Hello everyone, I've just started using the pypcap and dpkt modules and tried the code on google code for pypcap and I get nothing.

Heres the code I used:

import dpkt, pcap
pc = pcap.pcap()
pc.setfilter('icmp')

for ts, pkt in pc:
     print `dpkt.ethernet.Ethernet(pkt)`

I think this is suposed to print all the ICMP packets that are caught on the wire, but I get nothing, even when I ping something.

Theres almost no documentation(that I can find) so I'm unsure what I'm doing wrong. Hopefully someone here can shed some light on this.

Also if someone knows of a tutorial that explains the pypcap module, I would be very happy. I've seen this one and am not getting much from it.

http://jon.oberheide.org/blog/2008/08/25/dpkt-tutorial-1-icmp-echo/

Thanks

EDIT: Also, I'm using python 2.5

Make sure you are the root! In C program I have had the same problem when I run the program as common user, but I got the right result when I sudo it.

I'm on windows, so I don't think thats the problem.

Thanks though.

I'm on windows, so I don't think thats the problem.

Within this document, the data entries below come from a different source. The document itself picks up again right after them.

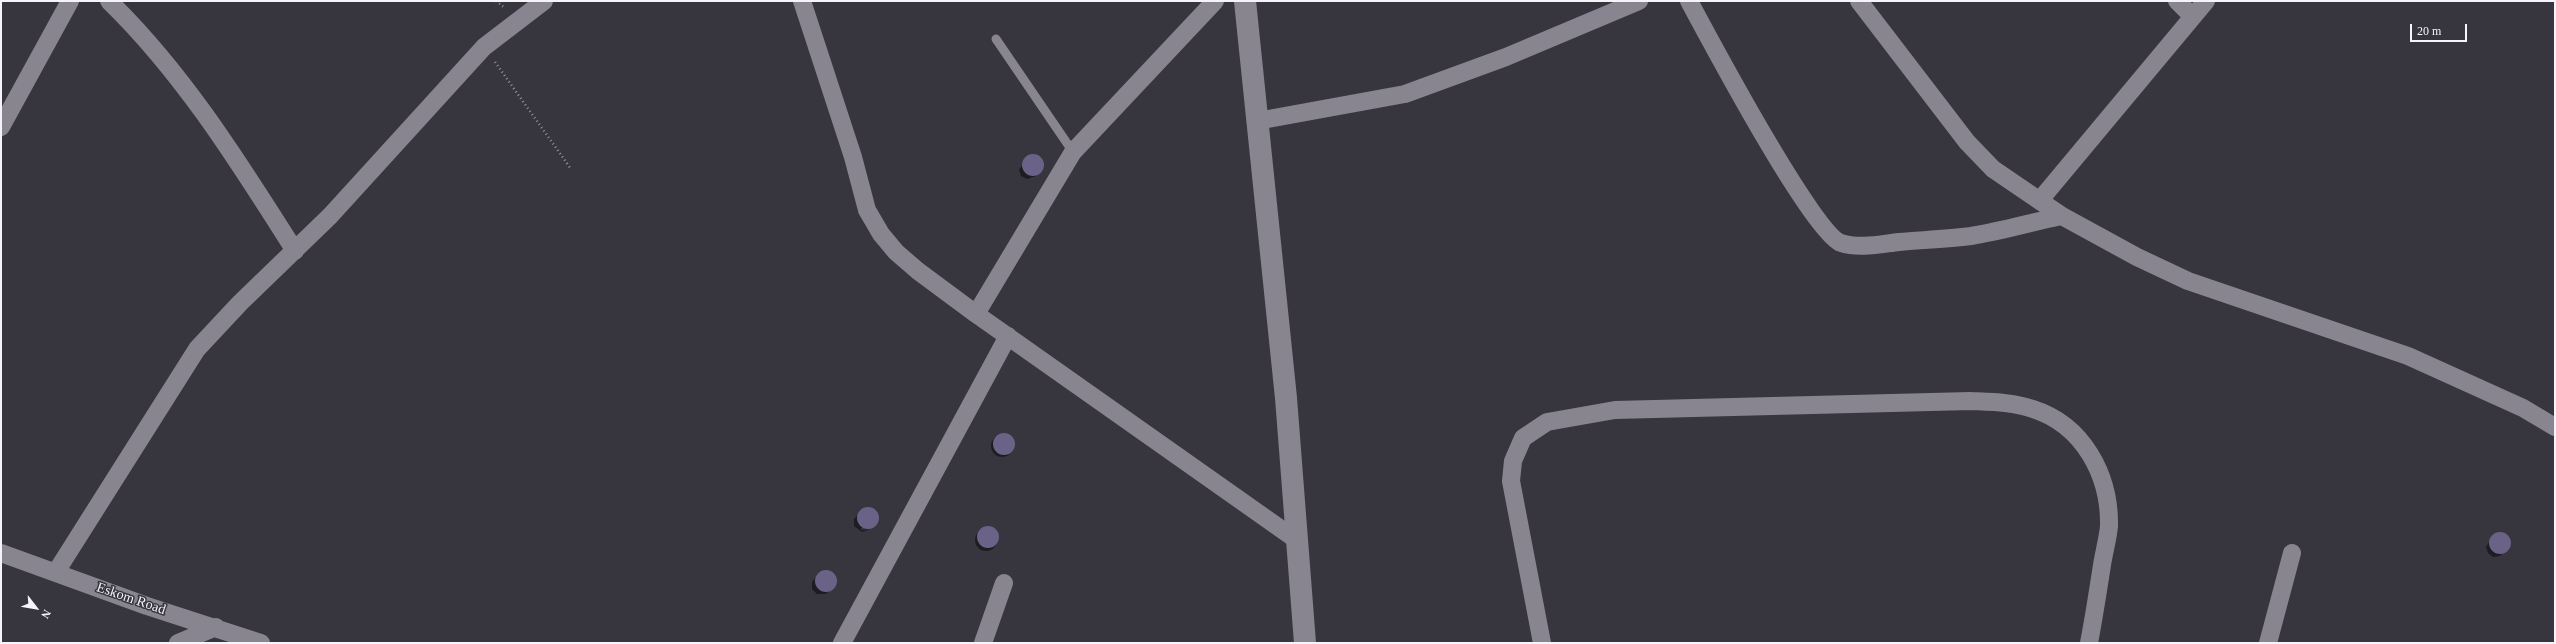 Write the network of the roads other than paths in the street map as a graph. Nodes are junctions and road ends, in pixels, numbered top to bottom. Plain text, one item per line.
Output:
1 (70, 1) edge
2 (109, 1) edge
3 (544, 1) edge
4 (802, 1) edge
5 (1215, 1) edge
6 (1245, 1) edge
7 (1639, 1) edge
8 (1689, 1) edge
9 (1859, 1) edge
10 (2177, 1) edge
11 (2206, 1) edge
12 (2192, 16) junction
13 (996, 39) dead end
14 (1257, 120) junction
15 (1, 127) edge
16 (1074, 152) junction
17 (2040, 200) junction
18 (2062, 216) junction
19 (295, 251) junction
20 (976, 314) junction
21 (1008, 336) junction
22 (2555, 427) edge
23 (1298, 541) junction
24 (1, 553) edge
25 (2292, 553) dead end
26 (56, 572) junction
27 (1004, 583) dead end
28 (216, 627) junction
29 (178, 643) edge
30 (261, 643) edge
31 (842, 643) edge
32 (983, 643) edge
33 (1305, 643) edge
34 (1542, 643) edge
35 (2089, 643) edge
36 (2268, 643) edge

1 - 15 street
2 - 19 street
3 - 19 street
4 - 20 street
5 - 16 street
6 - 14 street
7 - 14 street
8 - 18 street
9 - 17 street
10 - 12 street
11 - 12 street
12 - 17 street
13 - 16 lane
14 - 23 street
16 - 20 street
17 - 18 street
18 - 22 street
19 - 26 street
20 - 21 street
21 - 23 street
21 - 31 street
23 - 33 street
24 - 26 street, Eskom Road
25 - 36 street
26 - 28 street, Eskom Road
27 - 32 street
28 - 29 street
28 - 30 street, Eskom Road
34 - 35 street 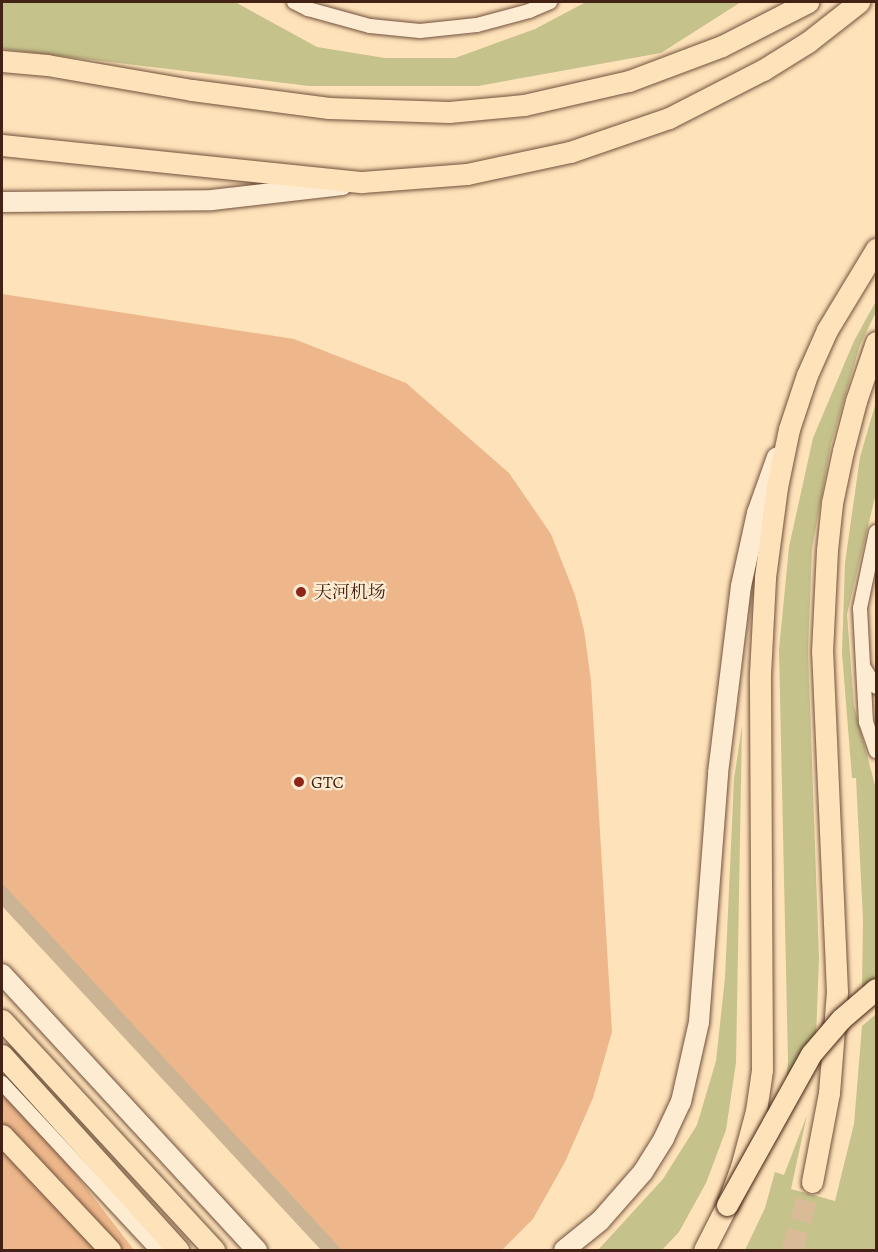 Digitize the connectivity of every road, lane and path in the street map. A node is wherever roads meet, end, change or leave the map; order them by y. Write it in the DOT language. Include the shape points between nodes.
graph roads {
  1 [pos="294,2"];
  2 [pos="550,2"];
  3 [pos="808,2"];
  4 [pos="859,2"];
  5 [pos="2,61"];
  6 [pos="2,145"];
  7 [pos="362,182"];
  8 [pos="2,202"];
  9 [pos="876,249"];
  10 [pos="876,342"];
  11 [pos="789,429"];
  12 [pos="876,532"];
  13 [pos="863,666"];
  14 [pos="876,687"];
  15 [pos="876,751"];
  16 [pos="2,974"];
  17 [pos="876,989"];
  18 [pos="2,1020"];
  19 [pos="2,1055"];
  20 [pos="2,1083"];
  21 [pos="2,1135"];
  22 [pos="812,1182"];
  23 [pos="727,1205"];
  24 [pos="110,1251"];
  25 [pos="157,1251"];
  26 [pos="178,1251"];
  27 [pos="214,1251"];
  28 [pos="257,1251"];
  29 [pos="564,1251"];
  30 [pos="704,1251"];
  1 -- 2 [label="street" via="370,26 420,32 477,25"];
  3 -- 5 [label="main road" via="722,46 629,81 524,105 449,112 329,108"];
  4 -- 7 [label="main road" via="808,42 763,70 688,109 620,136 519,165 414,180"];
  6 -- 7 [label="main road"];
  7 -- 8 [label="main road" via="212,200"];
  9 -- 11 [label="main road" via="828,330 807,375"];
  10 -- 22 [label="main road" via="843,451 827,550 822,652 837,992 830,1093"];
  11 -- 23 [label="main road, bridge" via="769,542 762,618 762,1070 749,1141"];
  11 -- 29 [label="main road" via="757,513 741,586 718,773 699,1022 681,1102 643,1172 600,1221"];
  12 -- 13 [label="street" via="860,608"];
  13 -- 14 [label="street"];
  13 -- 15 [label="street" via="866,722"];
  16 -- 28 [label="main road"];
  17 -- 23 [label="main road, bridge" via="841,1019 812,1054"];
  18 -- 27 [label="main road"];
  19 -- 26 [label="main road"];
  20 -- 25 [label="street"];
  21 -- 24 [label="main road"];
  23 -- 30 [label="main road"];
}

Hah, I think that might be your exact problem, especially if you're on Vista. Try a good old 'Run as Administrator.' And maybe implement something like so:

import os

if os.geteuid() != 0:
  print "You must be root to run this script."

Sorry for the late reply, I checked and I am administrator.

I tried your code just to make sure, but I get an error. Its nothing with your code just my installation, I think.

One thing though, is the administrator account that you get to by going into safe mode have the same privileges as an account that you create as an administrator.